◆ DATA TO USE
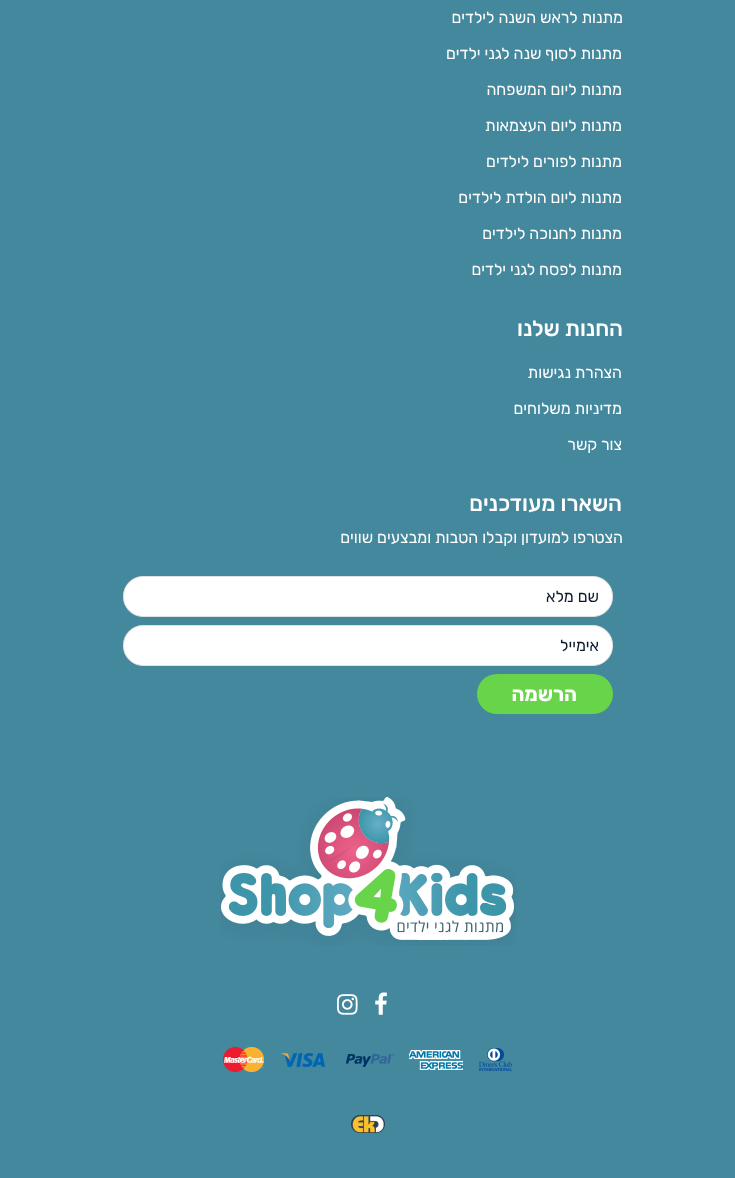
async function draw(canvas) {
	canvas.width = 735;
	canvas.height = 1178;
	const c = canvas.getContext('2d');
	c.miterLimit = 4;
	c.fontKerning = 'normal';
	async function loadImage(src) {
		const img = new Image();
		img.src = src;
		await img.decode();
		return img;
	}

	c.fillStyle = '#44889d';
	c.fillRect(0, 0, 735, 1178);
	c.direction = 'rtl';
	c.font = '16px Rubik';
	c.fillStyle = '#fff';
	for (const [text, x, y] of [
		['מתנות לראש השנה לילדים', 623, 23],
		['מתנות לסוף שנה לגני ילדים', 622, 59],
		['מתנות ליום המשפחה', 622, 95],
		['מתנות ליום העצמאות', 622, 131],
		['מתנות לפורים לילדים', 622, 167],
		['מתנות ליום הולדת לילדים', 622, 203],
		['מתנות לחנוכה לילדים', 622, 239],
		['מתנות לפסח לגני ילדים', 622, 275],
	]) {
		c.fillText(text, x, y);
	}
	c.font = '500 22px Rubik';
	c.fillText('החנות שלנו', 623, 336);
	c.font = '16px Rubik';
	for (const [text, x, y] of [
		['הצהרת נגישות', 622, 378],
		['מדיניות משלוחים', 622, 414],
		['צור קשר', 622, 450],
	]) {
		c.fillText(text, x, y);
	}
	c.font = '500 22px Rubik';
	c.fillText('השארו מעודכנים', 622, 511);
	c.font = '16px Rubik';
	c.fillText('הצטרפו למועדון וקבלו הטבות ומבצעים שווים', 623, 543);
	c.beginPath();
	c.roundRect(123.5, 576.5, 489, 40, 19.5);
	c.fill();
	c.strokeStyle = '#e1e1e1';
	c.stroke();
	c.fillStyle = '#0c1a2e';
	c.fillText('שם מלא', 599, 602);
	c.fillStyle = '#fff';
	c.beginPath();
	c.roundRect(123.5, 625.5, 489, 40, 19.5);
	c.fill();
	c.stroke();
	c.fillStyle = '#0c1a2e';
	c.fillText('אימייל', 599, 651);
	c.fillStyle = '#67d449';
	c.beginPath();
	c.roundRect(477, 674, 136, 40, 20);
	c.fill();
	c.font = 'bold 20px Rubik';
	c.fillStyle = '#fff';
	c.fillText('הרשמה', 577, 701);
	c.drawImage(await loadImage('img1.png'), 220, 797, 296, 149);
	c.drawImage(await loadImage('img2.png'), 375, 992, 12, 23);
	c.drawImage(await loadImage('img3.png'), 337, 994, 21, 21);
	c.drawImage(await loadImage('img4.png'), 223, 1047, 289, 25);
	c.drawImage(await loadImage('img5.png'), 351, 1115, 34, 18);
}

draw(document.querySelector('canvas'));
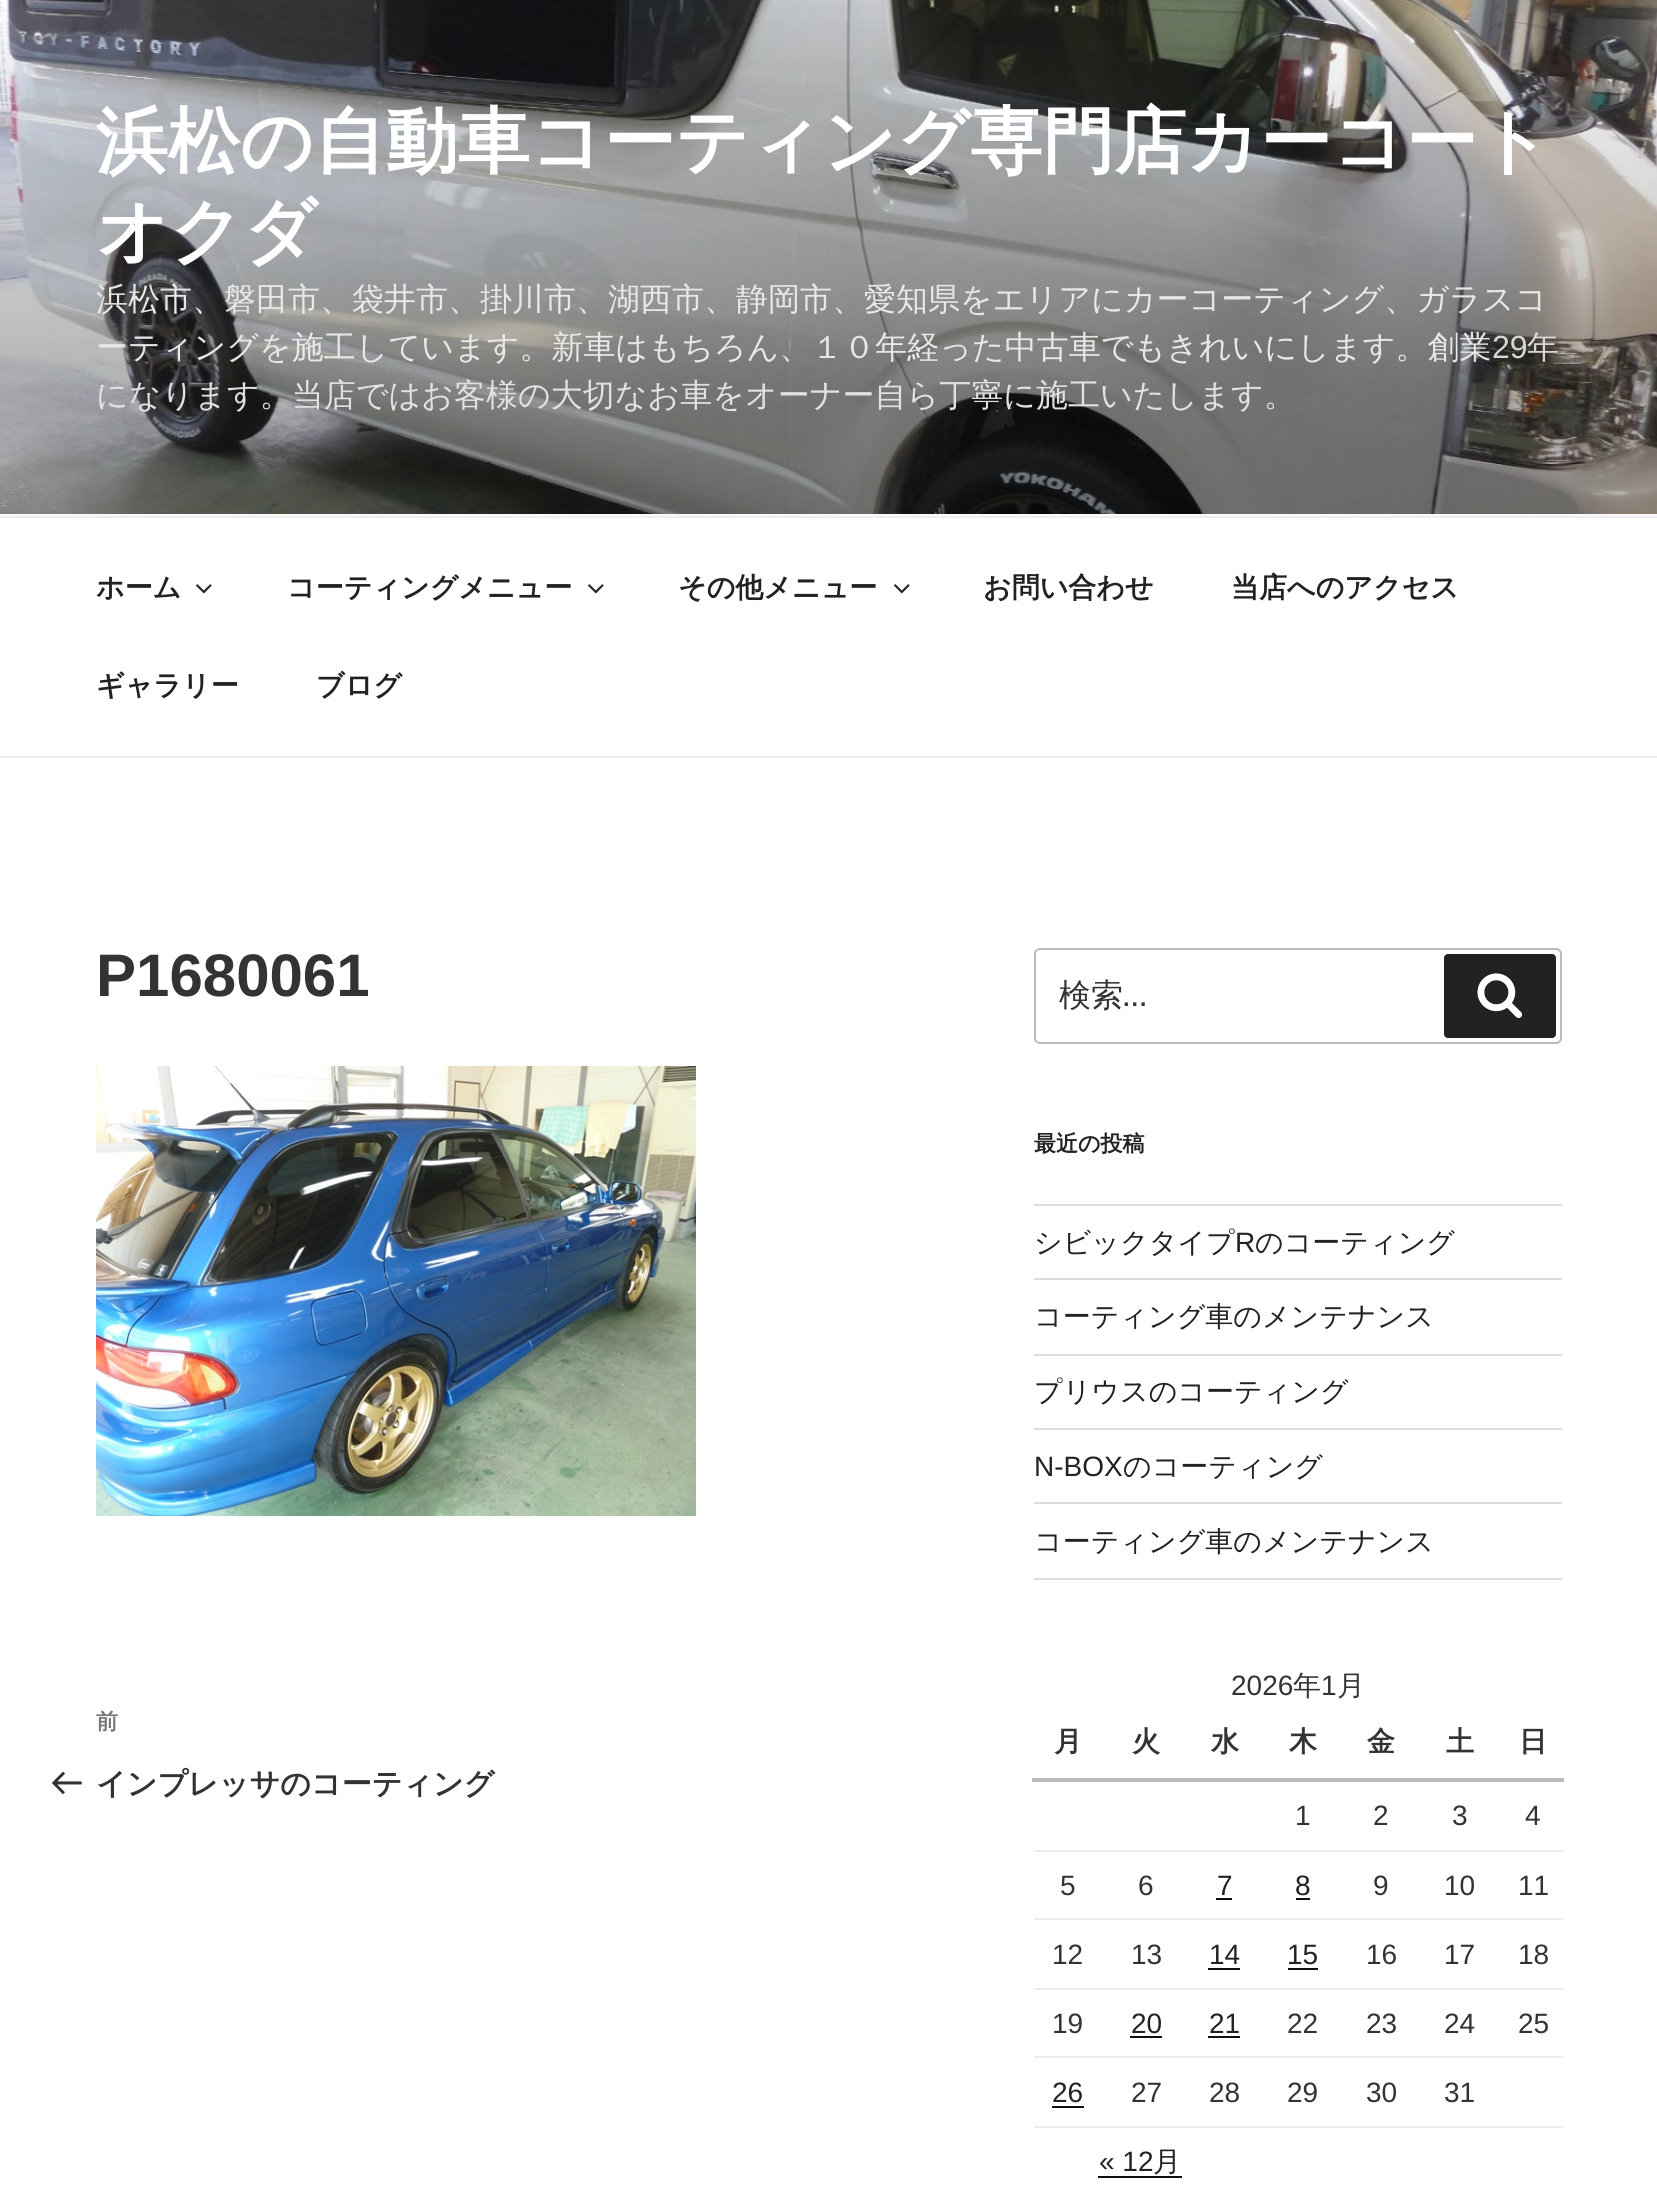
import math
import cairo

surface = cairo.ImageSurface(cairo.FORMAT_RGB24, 1657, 2207)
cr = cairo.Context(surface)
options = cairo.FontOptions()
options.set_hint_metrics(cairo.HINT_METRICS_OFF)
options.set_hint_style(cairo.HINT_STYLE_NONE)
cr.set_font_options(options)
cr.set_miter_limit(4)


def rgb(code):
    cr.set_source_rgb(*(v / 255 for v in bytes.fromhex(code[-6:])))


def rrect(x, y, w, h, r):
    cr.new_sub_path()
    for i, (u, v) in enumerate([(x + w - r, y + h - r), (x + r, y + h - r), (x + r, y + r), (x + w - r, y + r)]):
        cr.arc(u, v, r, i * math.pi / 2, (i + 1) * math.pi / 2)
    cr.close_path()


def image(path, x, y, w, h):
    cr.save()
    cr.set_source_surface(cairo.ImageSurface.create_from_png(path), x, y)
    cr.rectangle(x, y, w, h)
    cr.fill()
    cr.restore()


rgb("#ffffff")
cr.paint()
rgb("#fafafa")
cr.rectangle(0, 514, 1657, 2)
cr.fill()
image("img/1.png", 0, 0, 1657, 514)
rgb("#eeeeee")
cr.rectangle(0, 516, 1657, 2)
cr.fill()
cr.rectangle(0, 756, 1657, 2)
cr.fill()
image("img/2.png", 196, 584, 16, 10)
image("img/2.png", 588, 584, 16, 10)
image("img/2.png", 894, 584, 16, 10)
image("img/3.png", 96, 1066, 600, 450)
image("img/4.png", 52, 1771, 30, 24)
rrect(1035, 949, 526, 94, 5)
rgb("#bbbbbb")
cr.stroke()
rgb("#222222")
rrect(1444, 954, 112, 84, 4)
cr.fill()
image("img/5.png", 1477, 973, 46, 45)
for x, y, w, h, color in [
    (1034, 1204, 528, 2, "#dddddd"),
    (1034, 1278, 528, 2, "#dddddd"),
    (1034, 1354, 528, 2, "#dddddd"),
    (1034, 1428, 528, 2, "#dddddd"),
    (1034, 1502, 528, 2, "#dddddd"),
    (1034, 1578, 528, 2, "#dddddd"),
    (1032, 1778, 532, 4, "#bbbbbb"),
    (1034, 1850, 530, 2, "#eeeeee"),
    (1034, 1918, 530, 2, "#eeeeee"),
    (1216, 1898, 16, 2, "#0f0f0f"),
    (1296, 1898, 14, 2, "#0f0f0f"),
    (1034, 1988, 530, 2, "#eeeeee"),
    (1208, 1968, 32, 2, "#0f0f0f"),
    (1288, 1968, 30, 2, "#0f0f0f"),
    (1034, 2056, 530, 2, "#eeeeee"),
    (1130, 2036, 32, 2, "#0f0f0f"),
    (1208, 2036, 32, 2, "#0f0f0f"),
    (1034, 2126, 530, 2, "#eeeeee"),
    (1052, 2106, 32, 2, "#0f0f0f"),
    (1098, 2176, 84, 2, "#0f0f0f"),
]:
    rgb(color)
    cr.rectangle(x, y, w, h)
    cr.fill()
cr.select_font_face("WenQuanYi Zen Hei", cairo.FONT_SLANT_NORMAL, cairo.FONT_WEIGHT_BOLD)
cr.set_font_size(72)
rgb("#ffffff")
cr.move_to(96, 166)
cr.show_text("浜松の自動車コーティング専門店カーコート")
cr.move_to(96, 256)
cr.show_text("オクダ")
cr.select_font_face("WenQuanYi Zen Hei Medium")
cr.set_font_size(32)
rgb("#e7e7e7")
cr.move_to(96, 310)
cr.show_text("浜松市、磐田市、袋井市、掛川市、湖西市、静岡市、愛知県をエリアにカーコーティング、ガラスコ")
cr.move_to(96, 358)
cr.show_text("ーティングを施工しています。新車はもちろん、１０年経った中古車でもきれいにします。創業")
cr.select_font_face("Liberation Sans")
rgb("#d6d6d5")
cr.move_to(1492, 358)
cr.show_text("29")
cr.select_font_face("WenQuanYi Zen Hei Medium")
cr.move_to(1527, 358)
cr.show_text("年")
rgb("#e1e1e1")
cr.move_to(96, 406)
cr.show_text("になります。当店ではお客様の大切なお車をオーナー自ら丁寧に施工いたします。")
cr.select_font_face("WenQuanYi Zen Hei", cairo.FONT_SLANT_NORMAL, cairo.FONT_WEIGHT_BOLD)
cr.set_font_size(28)
rgb("#222222")
for x, y, s in [
    (96, 597, "ホーム"),
    (287, 597, "コーティングメニュー"),
    (678, 597, "その他メニュー"),
    (983, 597, "お問い合わせ"),
    (1231, 597, "当店へのアクセス"),
    (96, 695, "ギャラリー"),
    (316, 695, "ブログ"),
]:
    cr.move_to(x, y)
    cr.show_text(s)
cr.select_font_face("Liberation Sans", cairo.FONT_SLANT_NORMAL, cairo.FONT_WEIGHT_BOLD)
cr.set_font_size(60)
rgb("#333333")
cr.move_to(96, 996)
cr.show_text("P1680061")
cr.select_font_face("WenQuanYi Zen Hei", cairo.FONT_SLANT_NORMAL, cairo.FONT_WEIGHT_BOLD)
cr.set_font_size(22)
rgb("#767676")
cr.move_to(96, 1729)
cr.show_text("前")
cr.set_font_size(30)
rgb("#333333")
cr.move_to(96, 1794)
cr.show_text("インプレッサのコーティング")
cr.select_font_face("WenQuanYi Zen Hei Medium")
cr.set_font_size(32)
cr.move_to(1059, 1006)
cr.show_text("検索")
cr.select_font_face("Libre Franklin")
cr.move_to(1123, 1006)
cr.show_text("…")
cr.select_font_face("WenQuanYi Zen Hei", cairo.FONT_SLANT_NORMAL, cairo.FONT_WEIGHT_BOLD)
cr.set_font_size(22)
rgb("#222222")
cr.move_to(1034, 1151)
cr.show_text("最近の投稿")
cr.select_font_face("WenQuanYi Zen Hei Medium")
cr.set_font_size(28)
cr.move_to(1034, 1252)
cr.show_text("シビックタイプ")
cr.select_font_face("Liberation Sans")
cr.move_to(1235, 1252)
cr.show_text("R")
cr.select_font_face("WenQuanYi Zen Hei Medium")
for x, y, s in [
    (1255, 1252, "のコーティング"),
    (1034, 1326, "コーティング車のメンテナンス"),
    (1034, 1401, "プリウスのコーティング"),
]:
    cr.move_to(x, y)
    cr.show_text(s)
cr.select_font_face("Liberation Sans")
cr.move_to(1034, 1476)
cr.show_text("N-BOX")
cr.select_font_face("WenQuanYi Zen Hei Medium")
cr.move_to(1123, 1476)
cr.show_text("のコーティング")
cr.move_to(1034, 1551)
cr.show_text("コーティング車のメンテナンス")
cr.select_font_face("Liberation Sans")
rgb("#333333")
cr.move_to(1231, 1695)
cr.show_text("2026")
cr.select_font_face("WenQuanYi Zen Hei Medium")
cr.move_to(1293, 1695)
cr.show_text("年")
cr.select_font_face("Liberation Sans")
cr.move_to(1321, 1695)
cr.show_text("1")
cr.select_font_face("WenQuanYi Zen Hei Medium")
cr.move_to(1337, 1695)
cr.show_text("月")
cr.select_font_face("WenQuanYi Zen Hei", cairo.FONT_SLANT_NORMAL, cairo.FONT_WEIGHT_BOLD)
for x, y, s in [
    (1054, 1751, "月"),
    (1132, 1751, "火"),
    (1211, 1751, "水"),
    (1289, 1751, "木"),
    (1367, 1751, "金"),
    (1446, 1751, "土"),
    (1519, 1751, "日"),
]:
    cr.move_to(x, y)
    cr.show_text(s)
cr.select_font_face("Liberation Sans")
for x, y, s in [
    (1295, 1825, "1"),
    (1373, 1825, "2"),
    (1452, 1825, "3"),
    (1525, 1825, "4"),
    (1060, 1895, "5"),
    (1138, 1895, "6"),
]:
    cr.move_to(x, y)
    cr.show_text(s)
rgb("#222222")
cr.move_to(1217, 1895)
cr.show_text("7")
cr.move_to(1295, 1895)
cr.show_text("8")
rgb("#333333")
for x, y, s in [
    (1373, 1895, "9"),
    (1444, 1895, "10"),
    (1518, 1895, "11"),
    (1052, 1964, "12"),
    (1131, 1964, "13"),
]:
    cr.move_to(x, y)
    cr.show_text(s)
rgb("#222222")
cr.move_to(1209, 1964)
cr.show_text("14")
cr.move_to(1287, 1964)
cr.show_text("15")
rgb("#333333")
for x, y, s in [
    (1366, 1964, "16"),
    (1444, 1964, "17"),
    (1518, 1964, "18"),
    (1052, 2033, "19"),
]:
    cr.move_to(x, y)
    cr.show_text(s)
rgb("#222222")
cr.move_to(1131, 2033)
cr.show_text("20")
cr.move_to(1209, 2033)
cr.show_text("21")
rgb("#333333")
for x, y, s in [
    (1287, 2033, "22"),
    (1366, 2033, "23"),
    (1444, 2033, "24"),
    (1518, 2033, "25"),
]:
    cr.move_to(x, y)
    cr.show_text(s)
rgb("#222222")
cr.move_to(1052, 2102)
cr.show_text("26")
rgb("#333333")
for x, y, s in [
    (1131, 2102, "27"),
    (1209, 2102, "28"),
    (1287, 2102, "29"),
    (1366, 2102, "30"),
    (1444, 2102, "31"),
]:
    cr.move_to(x, y)
    cr.show_text(s)
rgb("#222222")
cr.move_to(1099, 2171)
cr.show_text("« 12")
cr.select_font_face("WenQuanYi Zen Hei Medium")
cr.move_to(1153, 2171)
cr.show_text("月")
surface.write_to_png("page.png")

◆ GOAL OF THE EXERCISE
Whenever a line above holds the word "options", include it in your count, and report nothing but that count.

◆ ANSWER TO THIS TASK
4